Moreover, just imagine how Yo-Da could go wrong if it actually works. At the moment, the fact that the different aspects of your life are often held in silos is wholly to your advantage from a data protection perspective. Capitalism is trying to connect the various loose ends of your life, but there are limits. As a middle aged man with middling health, the NHS doesn’t know how often I drink coffee at Starbucks, or how regularly I get the Tube in London rather than using a TfL bike (I would like to confirm to my GP that I never drink coffee in Starbucks and I have only used the Tube once this year on my many visits to the capital). But what else could be added? Could Yo-Da include how many orders from Beers of Europe I make? How often I go to SoLita for a burger? Yo-Da is selling a seductive idea – one might almost paraphrase it as ‘take back control’, but it probably contains the same risk of unintended consequences as that rancid propaganda. Falk positions his company as the saviour of privacy rights, but he’s encouraging people to conspire in their own exploitation by creating an intrusive and potentially prejudicial data cocktail and then flogging it to the highest bidder.

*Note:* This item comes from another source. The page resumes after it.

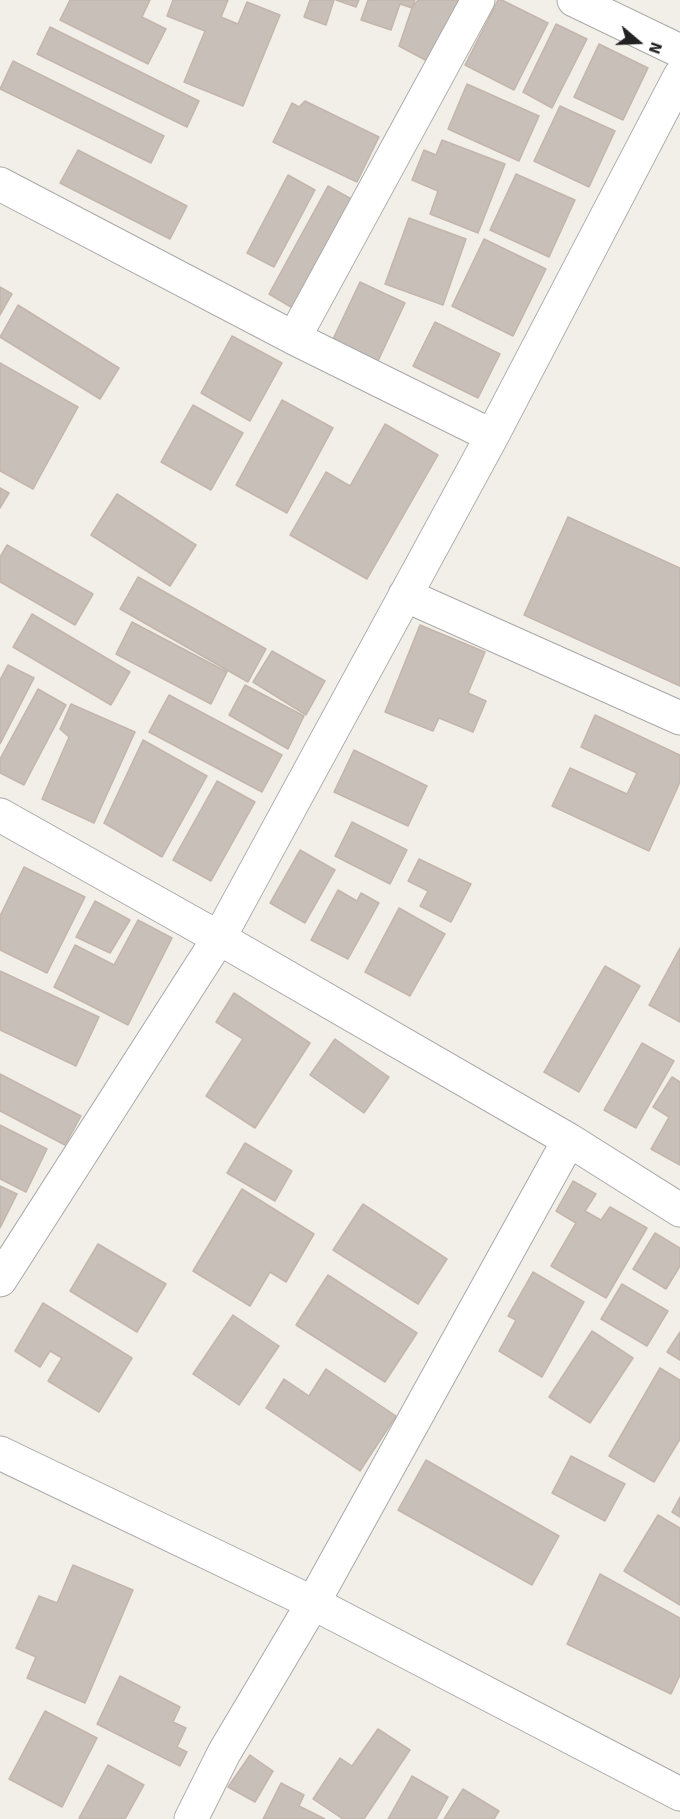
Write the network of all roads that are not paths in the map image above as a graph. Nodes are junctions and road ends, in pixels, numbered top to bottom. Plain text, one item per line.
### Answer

I’m ignoring the practical problem that the key to driving his plan is subject access requests, and SARs rarely provide a seamless, rich repository of information, ready to be amalgamated and exploited. SAR disclosures are often messy and incomplete, a patchwork left behind by the removal of third parties and exempt data, and often delivered in PDFs. Only data supplied direct to the controller by the subject or obtained under observation has to be supplied in a portable form. There are legitimate reasons to refuse requests altogether. Falk has asserted repeatedly that “ownership and rights mean the same thing“, and so subjects own their data, but this won’t be any help to his business model. Subjects own the copy of the data that they receive from their SAR, but that doesn’t give them automatic access to any and all data held. They don’t own the data held by the controller. The promises of control and erasure made on the Yo-Da website are embarrassingly simplistic – you can’t object to a controller processing your data under contract or legal obligation or ask them to erase the data. They can resist an erasure request because they need to establish, exercise or defend a legal claim. Only someone who doesn’t understand how limited the GDPR rights of objection are would make the grandiose claim that “Yo-Da… lets you control who processes your information“. No, it doesn’t. It never will, because the GDPR doesn’t do that.
I think Falk’s claims are hype and his understanding of data protection is fundamentally flawed. Moreover, I don’t trust him. During the period that I spent arguing with the Yo-Da Twitter account, it became clear that I wasn’t just dealing with one person. There were two distinct personalities, inverted versions of the dual identities in Hitchcock’s Psycho. The Norman Bates character – relentlessly polite no matter what the provocation, endlessly ingratiating – is fake, a bot unleashed by Falk to fool people into thinking they’re dealing with a real person. Mrs Bates – the bitter, angry and resentful persona that occasionally lashes out – is real, presumably Falk himself, unable to let the upbeat-to-the-point-of-being-deranged program do all of the talking. Falk called me a jerk for accusing him of being a bot when actually, he was just being “unswervingly polite“. In the end, he had to admit that I was right and that he was using a bot. Ethics is Data Protection’s flavour of the month, and I’m not sure that such duplicitous behaviour will fit in.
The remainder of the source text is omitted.